Male voice 1: But why don't you just straighten this out? Where will we be? And I'll just give you a date July the first two thousand and seventeen, where will we be?
Harry Dent: I think Stew, I think we are... this rally is real, it was a technical breakout, what I call a fifth wave or a blow off rally so it should go substantially farther as I said last time I was on your show. I'm expecting in July, around July is where I think we could have a top if we start to see some divergences and I think the dollar would be about twenty-two thousand maybe a little higher. So, the bubble is starting to burst and we're seeing huge divergences now in the stock market which says to me this stock bubble, the third one after each stock bubble has gone higher each crash has brought us lower. So we're getting ready to see the worst crash we've seen in our lifetime or at least since nineteen thirty-one for the year, I think two thousand and sixteen is going to be the worst year and the Fed is tightening too late. They should have done it when the economy was stronger, it's already weakening and they're only going to add to the (crosstalk 01:23).

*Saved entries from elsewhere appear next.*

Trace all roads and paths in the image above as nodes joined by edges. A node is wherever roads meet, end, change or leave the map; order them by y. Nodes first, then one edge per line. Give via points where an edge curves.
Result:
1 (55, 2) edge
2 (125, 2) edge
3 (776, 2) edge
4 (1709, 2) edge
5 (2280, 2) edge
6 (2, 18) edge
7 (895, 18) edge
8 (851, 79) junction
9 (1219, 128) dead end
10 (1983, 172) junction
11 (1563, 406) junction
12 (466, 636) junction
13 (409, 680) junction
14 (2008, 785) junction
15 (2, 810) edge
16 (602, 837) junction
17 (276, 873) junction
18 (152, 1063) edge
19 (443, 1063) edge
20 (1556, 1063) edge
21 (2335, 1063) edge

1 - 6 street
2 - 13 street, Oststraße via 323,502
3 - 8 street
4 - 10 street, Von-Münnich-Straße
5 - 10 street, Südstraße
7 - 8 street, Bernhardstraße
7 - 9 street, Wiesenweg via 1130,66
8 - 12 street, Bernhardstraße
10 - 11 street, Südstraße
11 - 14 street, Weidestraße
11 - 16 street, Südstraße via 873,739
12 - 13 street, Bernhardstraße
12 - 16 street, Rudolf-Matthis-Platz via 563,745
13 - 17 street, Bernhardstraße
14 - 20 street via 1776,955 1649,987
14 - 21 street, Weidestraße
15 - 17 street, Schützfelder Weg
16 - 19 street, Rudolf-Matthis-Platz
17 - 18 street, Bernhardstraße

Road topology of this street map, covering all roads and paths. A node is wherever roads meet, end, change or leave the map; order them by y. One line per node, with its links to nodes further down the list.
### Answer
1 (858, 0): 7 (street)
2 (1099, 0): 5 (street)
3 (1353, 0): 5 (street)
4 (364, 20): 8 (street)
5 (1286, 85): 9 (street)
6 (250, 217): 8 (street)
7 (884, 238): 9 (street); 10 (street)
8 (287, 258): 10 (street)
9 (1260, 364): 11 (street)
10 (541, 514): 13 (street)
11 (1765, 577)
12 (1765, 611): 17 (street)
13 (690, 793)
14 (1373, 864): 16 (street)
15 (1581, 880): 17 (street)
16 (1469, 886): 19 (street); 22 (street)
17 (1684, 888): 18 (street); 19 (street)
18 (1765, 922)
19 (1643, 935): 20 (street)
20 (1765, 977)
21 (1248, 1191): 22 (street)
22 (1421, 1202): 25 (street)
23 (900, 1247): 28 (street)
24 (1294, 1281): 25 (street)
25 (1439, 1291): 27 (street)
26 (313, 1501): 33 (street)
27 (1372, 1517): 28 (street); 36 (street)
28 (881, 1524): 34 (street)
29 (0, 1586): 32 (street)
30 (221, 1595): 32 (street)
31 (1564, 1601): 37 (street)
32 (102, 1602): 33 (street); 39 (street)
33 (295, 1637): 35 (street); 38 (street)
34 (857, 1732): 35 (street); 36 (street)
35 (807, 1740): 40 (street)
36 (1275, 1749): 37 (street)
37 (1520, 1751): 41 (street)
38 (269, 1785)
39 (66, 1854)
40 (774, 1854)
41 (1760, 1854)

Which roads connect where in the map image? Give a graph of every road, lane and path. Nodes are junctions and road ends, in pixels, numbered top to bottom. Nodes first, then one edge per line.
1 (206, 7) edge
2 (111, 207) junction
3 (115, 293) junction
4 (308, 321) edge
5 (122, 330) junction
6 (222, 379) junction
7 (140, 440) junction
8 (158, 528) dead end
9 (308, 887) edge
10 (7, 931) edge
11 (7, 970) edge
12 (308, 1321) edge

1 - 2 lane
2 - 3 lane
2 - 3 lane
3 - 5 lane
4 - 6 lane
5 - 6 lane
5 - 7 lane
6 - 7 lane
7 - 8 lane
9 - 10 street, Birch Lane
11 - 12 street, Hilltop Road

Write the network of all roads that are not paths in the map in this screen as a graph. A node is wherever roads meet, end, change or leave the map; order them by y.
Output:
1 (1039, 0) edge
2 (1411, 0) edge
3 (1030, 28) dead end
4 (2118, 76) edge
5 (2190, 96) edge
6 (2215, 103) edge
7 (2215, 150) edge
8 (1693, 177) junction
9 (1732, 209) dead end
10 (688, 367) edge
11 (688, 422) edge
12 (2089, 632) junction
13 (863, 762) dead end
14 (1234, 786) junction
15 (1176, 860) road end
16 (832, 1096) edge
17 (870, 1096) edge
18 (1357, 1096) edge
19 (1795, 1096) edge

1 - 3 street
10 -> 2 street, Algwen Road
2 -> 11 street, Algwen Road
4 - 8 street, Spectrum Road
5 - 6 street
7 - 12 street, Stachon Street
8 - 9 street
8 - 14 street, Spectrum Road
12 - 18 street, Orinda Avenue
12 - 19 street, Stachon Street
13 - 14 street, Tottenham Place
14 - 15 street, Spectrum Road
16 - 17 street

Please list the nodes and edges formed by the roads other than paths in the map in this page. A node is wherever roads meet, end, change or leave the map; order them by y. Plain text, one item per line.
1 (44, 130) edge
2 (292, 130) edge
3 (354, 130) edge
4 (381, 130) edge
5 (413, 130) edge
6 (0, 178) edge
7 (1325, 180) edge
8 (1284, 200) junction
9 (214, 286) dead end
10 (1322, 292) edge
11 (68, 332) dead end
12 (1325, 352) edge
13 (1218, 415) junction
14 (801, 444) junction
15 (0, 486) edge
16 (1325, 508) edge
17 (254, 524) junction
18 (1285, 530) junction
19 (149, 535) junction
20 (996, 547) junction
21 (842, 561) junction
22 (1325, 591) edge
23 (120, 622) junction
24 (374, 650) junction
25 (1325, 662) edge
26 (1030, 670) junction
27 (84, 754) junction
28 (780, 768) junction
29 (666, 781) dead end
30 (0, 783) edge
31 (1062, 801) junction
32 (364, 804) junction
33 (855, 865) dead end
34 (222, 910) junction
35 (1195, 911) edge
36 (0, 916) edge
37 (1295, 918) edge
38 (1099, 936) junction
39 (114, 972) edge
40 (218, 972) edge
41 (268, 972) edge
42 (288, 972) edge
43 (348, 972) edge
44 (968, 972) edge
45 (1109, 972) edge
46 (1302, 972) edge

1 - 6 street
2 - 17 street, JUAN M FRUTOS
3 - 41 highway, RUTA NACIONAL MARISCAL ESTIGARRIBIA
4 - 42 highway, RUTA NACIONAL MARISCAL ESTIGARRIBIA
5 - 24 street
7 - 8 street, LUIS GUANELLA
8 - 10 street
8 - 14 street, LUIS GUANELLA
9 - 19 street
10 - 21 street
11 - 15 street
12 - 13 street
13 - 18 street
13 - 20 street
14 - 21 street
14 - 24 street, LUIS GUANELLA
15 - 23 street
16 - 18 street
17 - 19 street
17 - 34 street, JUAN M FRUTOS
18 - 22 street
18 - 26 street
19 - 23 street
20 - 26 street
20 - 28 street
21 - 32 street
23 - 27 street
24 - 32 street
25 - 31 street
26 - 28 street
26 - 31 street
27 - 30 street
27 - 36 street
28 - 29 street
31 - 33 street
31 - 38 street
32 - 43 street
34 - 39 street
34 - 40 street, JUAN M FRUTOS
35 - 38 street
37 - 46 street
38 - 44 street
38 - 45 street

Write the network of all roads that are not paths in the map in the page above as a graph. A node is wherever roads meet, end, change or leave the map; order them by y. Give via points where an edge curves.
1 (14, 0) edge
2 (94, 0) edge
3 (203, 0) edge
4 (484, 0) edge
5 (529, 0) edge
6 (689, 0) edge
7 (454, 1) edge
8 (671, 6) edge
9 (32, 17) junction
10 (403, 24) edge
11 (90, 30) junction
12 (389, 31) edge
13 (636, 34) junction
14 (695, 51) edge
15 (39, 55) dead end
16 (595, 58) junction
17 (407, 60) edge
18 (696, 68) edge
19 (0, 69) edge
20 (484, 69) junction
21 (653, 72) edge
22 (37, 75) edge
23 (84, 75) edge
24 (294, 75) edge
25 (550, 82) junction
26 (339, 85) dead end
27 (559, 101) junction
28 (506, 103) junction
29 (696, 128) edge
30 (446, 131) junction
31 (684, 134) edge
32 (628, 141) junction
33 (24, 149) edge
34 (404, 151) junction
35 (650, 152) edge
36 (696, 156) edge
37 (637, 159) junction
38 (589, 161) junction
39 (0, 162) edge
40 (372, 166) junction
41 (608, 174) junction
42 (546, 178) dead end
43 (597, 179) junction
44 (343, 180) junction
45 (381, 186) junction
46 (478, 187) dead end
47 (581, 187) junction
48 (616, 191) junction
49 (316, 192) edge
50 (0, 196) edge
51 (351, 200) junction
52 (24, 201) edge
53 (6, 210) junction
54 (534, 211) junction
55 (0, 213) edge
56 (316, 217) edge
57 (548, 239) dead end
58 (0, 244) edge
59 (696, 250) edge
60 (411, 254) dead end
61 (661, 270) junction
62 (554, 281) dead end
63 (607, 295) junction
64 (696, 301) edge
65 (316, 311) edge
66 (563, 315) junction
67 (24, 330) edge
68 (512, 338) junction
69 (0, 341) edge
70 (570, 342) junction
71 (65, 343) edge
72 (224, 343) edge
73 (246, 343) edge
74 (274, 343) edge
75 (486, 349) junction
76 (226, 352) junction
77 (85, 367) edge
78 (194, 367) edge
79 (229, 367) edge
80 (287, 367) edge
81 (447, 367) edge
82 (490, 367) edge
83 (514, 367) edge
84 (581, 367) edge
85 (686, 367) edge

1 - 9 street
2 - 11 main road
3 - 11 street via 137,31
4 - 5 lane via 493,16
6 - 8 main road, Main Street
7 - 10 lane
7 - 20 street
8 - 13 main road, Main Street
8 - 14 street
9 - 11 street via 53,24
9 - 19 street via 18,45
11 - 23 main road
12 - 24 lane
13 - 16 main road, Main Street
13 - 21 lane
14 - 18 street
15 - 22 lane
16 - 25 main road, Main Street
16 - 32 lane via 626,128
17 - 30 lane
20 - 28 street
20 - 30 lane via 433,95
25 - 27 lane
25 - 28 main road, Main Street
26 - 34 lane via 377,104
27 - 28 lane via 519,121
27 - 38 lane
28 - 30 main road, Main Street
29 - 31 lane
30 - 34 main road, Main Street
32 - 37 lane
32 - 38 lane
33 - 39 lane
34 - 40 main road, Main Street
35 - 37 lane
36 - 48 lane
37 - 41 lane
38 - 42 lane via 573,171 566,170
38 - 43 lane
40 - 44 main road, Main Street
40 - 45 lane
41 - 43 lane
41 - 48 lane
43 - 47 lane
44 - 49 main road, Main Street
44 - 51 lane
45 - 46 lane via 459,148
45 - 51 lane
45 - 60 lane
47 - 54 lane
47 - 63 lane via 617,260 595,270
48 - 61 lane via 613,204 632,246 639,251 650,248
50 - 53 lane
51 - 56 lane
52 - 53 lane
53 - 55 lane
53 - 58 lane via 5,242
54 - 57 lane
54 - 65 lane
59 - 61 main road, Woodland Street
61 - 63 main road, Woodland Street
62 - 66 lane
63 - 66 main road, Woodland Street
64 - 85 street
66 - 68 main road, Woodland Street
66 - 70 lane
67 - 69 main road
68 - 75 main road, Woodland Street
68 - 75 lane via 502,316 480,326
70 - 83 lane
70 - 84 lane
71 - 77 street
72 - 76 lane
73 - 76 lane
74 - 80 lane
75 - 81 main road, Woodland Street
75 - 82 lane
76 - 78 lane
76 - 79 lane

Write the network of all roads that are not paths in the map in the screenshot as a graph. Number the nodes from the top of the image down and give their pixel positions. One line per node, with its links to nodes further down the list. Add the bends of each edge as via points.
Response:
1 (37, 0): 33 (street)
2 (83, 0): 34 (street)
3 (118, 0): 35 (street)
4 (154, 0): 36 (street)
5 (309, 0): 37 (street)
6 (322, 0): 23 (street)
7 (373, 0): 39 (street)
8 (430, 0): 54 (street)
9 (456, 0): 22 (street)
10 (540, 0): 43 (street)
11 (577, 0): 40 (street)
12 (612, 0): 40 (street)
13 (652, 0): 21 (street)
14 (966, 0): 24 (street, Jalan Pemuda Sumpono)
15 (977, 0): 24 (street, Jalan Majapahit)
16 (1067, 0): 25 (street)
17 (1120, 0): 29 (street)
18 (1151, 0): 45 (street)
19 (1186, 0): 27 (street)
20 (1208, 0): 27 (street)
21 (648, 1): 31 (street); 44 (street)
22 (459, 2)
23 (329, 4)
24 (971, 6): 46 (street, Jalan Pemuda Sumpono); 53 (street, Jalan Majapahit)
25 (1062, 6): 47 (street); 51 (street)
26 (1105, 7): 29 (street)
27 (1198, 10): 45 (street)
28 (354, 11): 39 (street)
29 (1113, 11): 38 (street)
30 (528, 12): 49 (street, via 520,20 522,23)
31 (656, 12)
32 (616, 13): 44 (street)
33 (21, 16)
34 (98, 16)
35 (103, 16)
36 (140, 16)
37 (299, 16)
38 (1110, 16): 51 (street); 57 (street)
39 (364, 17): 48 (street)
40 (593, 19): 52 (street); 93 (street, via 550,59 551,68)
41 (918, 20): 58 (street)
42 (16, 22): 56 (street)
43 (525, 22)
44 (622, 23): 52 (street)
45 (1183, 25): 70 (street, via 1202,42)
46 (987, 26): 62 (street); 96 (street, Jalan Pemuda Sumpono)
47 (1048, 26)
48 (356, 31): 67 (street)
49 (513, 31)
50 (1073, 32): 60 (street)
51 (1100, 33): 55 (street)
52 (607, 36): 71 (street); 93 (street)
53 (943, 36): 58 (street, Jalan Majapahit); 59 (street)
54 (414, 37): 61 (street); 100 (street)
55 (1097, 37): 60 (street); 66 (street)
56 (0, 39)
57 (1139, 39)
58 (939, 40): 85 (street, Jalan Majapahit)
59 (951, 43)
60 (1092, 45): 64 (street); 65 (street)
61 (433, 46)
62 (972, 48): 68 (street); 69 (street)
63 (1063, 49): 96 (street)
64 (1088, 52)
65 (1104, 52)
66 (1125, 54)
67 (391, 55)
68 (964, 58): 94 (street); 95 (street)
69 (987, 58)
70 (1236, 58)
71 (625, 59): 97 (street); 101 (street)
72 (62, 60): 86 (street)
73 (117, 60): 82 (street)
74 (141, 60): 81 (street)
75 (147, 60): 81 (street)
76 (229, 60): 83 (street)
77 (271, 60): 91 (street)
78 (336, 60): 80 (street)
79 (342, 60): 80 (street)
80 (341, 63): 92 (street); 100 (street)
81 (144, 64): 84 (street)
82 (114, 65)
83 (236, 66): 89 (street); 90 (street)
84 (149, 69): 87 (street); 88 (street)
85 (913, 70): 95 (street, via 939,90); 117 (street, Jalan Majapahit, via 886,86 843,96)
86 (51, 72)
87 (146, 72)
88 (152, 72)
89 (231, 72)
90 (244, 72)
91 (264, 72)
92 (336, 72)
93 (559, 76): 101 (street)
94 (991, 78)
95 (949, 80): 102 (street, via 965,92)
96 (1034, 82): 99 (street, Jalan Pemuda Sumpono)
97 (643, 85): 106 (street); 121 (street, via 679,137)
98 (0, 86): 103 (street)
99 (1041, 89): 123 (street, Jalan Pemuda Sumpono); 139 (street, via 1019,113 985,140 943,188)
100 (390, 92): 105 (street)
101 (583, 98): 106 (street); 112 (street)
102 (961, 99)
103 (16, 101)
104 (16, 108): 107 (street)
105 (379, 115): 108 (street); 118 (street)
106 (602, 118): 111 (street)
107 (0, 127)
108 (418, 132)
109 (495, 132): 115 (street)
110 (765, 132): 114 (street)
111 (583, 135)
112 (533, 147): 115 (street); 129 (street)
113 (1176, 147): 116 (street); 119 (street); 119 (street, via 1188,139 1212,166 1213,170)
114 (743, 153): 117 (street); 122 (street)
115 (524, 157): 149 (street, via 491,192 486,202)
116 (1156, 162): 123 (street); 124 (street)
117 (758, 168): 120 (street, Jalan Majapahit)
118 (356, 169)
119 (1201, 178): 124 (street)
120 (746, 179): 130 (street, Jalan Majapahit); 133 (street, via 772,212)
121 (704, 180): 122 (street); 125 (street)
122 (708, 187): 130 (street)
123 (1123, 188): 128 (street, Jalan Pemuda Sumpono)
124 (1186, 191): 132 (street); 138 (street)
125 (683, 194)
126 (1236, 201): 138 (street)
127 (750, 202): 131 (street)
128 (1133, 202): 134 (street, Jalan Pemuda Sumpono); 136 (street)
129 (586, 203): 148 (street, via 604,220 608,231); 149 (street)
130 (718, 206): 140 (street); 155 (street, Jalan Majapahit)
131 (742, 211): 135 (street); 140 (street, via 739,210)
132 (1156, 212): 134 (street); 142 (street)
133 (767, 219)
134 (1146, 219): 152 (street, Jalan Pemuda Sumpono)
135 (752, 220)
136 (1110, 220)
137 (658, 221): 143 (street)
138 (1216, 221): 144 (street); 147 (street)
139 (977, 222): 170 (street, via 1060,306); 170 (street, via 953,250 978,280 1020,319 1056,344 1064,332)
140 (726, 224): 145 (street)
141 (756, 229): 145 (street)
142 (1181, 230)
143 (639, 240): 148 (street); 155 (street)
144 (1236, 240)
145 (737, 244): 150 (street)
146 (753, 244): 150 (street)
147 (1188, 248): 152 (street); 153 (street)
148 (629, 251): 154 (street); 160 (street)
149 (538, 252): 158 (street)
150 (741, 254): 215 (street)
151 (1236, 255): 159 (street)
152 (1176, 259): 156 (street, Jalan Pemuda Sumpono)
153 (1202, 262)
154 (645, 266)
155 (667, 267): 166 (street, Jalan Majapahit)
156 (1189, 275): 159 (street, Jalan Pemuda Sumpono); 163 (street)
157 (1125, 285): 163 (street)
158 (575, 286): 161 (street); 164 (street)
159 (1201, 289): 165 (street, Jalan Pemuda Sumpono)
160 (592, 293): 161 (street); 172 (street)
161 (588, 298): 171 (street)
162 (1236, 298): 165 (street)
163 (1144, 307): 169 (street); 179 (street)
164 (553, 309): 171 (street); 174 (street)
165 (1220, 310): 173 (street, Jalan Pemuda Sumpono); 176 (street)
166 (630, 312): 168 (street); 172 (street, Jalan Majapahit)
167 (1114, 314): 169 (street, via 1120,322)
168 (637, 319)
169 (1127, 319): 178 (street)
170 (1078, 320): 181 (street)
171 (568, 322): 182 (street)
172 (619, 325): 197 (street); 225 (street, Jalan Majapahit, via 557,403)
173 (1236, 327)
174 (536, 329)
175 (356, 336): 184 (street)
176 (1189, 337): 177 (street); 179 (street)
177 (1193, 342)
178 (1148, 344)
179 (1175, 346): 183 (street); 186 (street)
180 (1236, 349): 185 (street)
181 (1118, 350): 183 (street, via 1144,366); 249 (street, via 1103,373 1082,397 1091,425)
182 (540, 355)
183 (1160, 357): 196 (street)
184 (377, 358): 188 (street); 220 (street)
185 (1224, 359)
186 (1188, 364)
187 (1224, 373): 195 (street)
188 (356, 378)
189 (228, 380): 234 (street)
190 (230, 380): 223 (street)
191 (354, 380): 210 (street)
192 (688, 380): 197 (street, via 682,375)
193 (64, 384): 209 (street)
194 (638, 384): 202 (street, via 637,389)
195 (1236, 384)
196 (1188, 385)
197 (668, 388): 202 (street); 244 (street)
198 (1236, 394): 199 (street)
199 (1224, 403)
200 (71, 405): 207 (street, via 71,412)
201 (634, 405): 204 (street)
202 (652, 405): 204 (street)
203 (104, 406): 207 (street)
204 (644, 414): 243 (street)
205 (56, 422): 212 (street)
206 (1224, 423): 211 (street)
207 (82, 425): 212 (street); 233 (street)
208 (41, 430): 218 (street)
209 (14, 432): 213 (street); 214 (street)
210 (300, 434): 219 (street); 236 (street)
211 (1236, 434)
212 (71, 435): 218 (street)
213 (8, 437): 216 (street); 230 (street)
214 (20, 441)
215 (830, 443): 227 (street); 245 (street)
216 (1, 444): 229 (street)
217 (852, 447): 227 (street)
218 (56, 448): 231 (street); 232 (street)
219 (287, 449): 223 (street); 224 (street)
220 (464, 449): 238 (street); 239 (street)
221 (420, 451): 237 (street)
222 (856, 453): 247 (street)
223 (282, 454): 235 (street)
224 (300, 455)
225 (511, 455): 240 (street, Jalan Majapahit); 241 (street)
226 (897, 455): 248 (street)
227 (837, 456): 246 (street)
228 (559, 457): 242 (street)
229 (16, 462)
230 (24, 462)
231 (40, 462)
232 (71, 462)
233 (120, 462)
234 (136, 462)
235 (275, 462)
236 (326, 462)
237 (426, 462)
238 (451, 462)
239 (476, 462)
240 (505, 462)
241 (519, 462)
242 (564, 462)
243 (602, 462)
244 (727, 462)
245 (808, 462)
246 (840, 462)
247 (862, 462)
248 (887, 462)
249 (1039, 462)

Female voice 1: Okay, but hang on Harry, because you just made a pretty big proclamation and you said we're going to see the biggest stock market crash next year and we're in two years than we've seen since the thirty's?
Female voice 2: Lay out your thesis for me. Do you see a massive correction coming?
Harry Dent: I do, I think this is going to be a stock market peak of a life time followed by a crash very similar to the early nineteen thirty's. This happens once in a lifetime and it creates incredible investment opportunities if you see it coming, I think we do have a strong rally. I think this is the last rally in this bull market, it's probably going to be ten to twenty percent in the next few months, and it is a Trump rally. The markets are assuming that he is going to create three to four percent growth on a sustainable basis and I'm here to tell you, just as we told people about Japan in the late eighty's. It is demographically impossible.
David Scranton: How Jones Industrial average down around six thousand or so and I'd like to hear your side of this and why you believe so strongly that this likely happened probably by two thousand and seventeen I think you said?
Harry Dent: Yeah, yeah this final peak will take us in the next year or two down to about fifty-five hundred to six thousand. So, that's just a really good guess. When I look at these four cycles that I've refined over thirty years and you can't look at everything, that's how economists get so confused. You have to find out what really matters? What really calls a turning point? These are the four cycles and they're all pointing down at the same for the next six years, the only time that's happened in the last century and a half was nineteen thirty to thirty-four when we had the Great Depression. The worst crash, the worst bubble burst everything I'm talking about and people on the mainstream media look at me like I'm crazy, I'm not crazy this is reality.
David Scranton: You just heard from economist Harry Dent, a guy who's not afraid to give you a dose of reality when needed. He was reversing his earlier market forecasting, he's talking about the new market rally following Donald Trump’s election, let's talk more about that perspective. Take a close look, is this an old woman or perhaps a young lady? How about this? Come closer, you're looking at a hollow pillar right? No wait, it's a pillar with a pyramid on top. Bottom line is that there are two sides to every story, there are buyers and there are sellers, there are winners and there are losers. It's a new year we have a new president
Donald Trump: Big league, big, big league.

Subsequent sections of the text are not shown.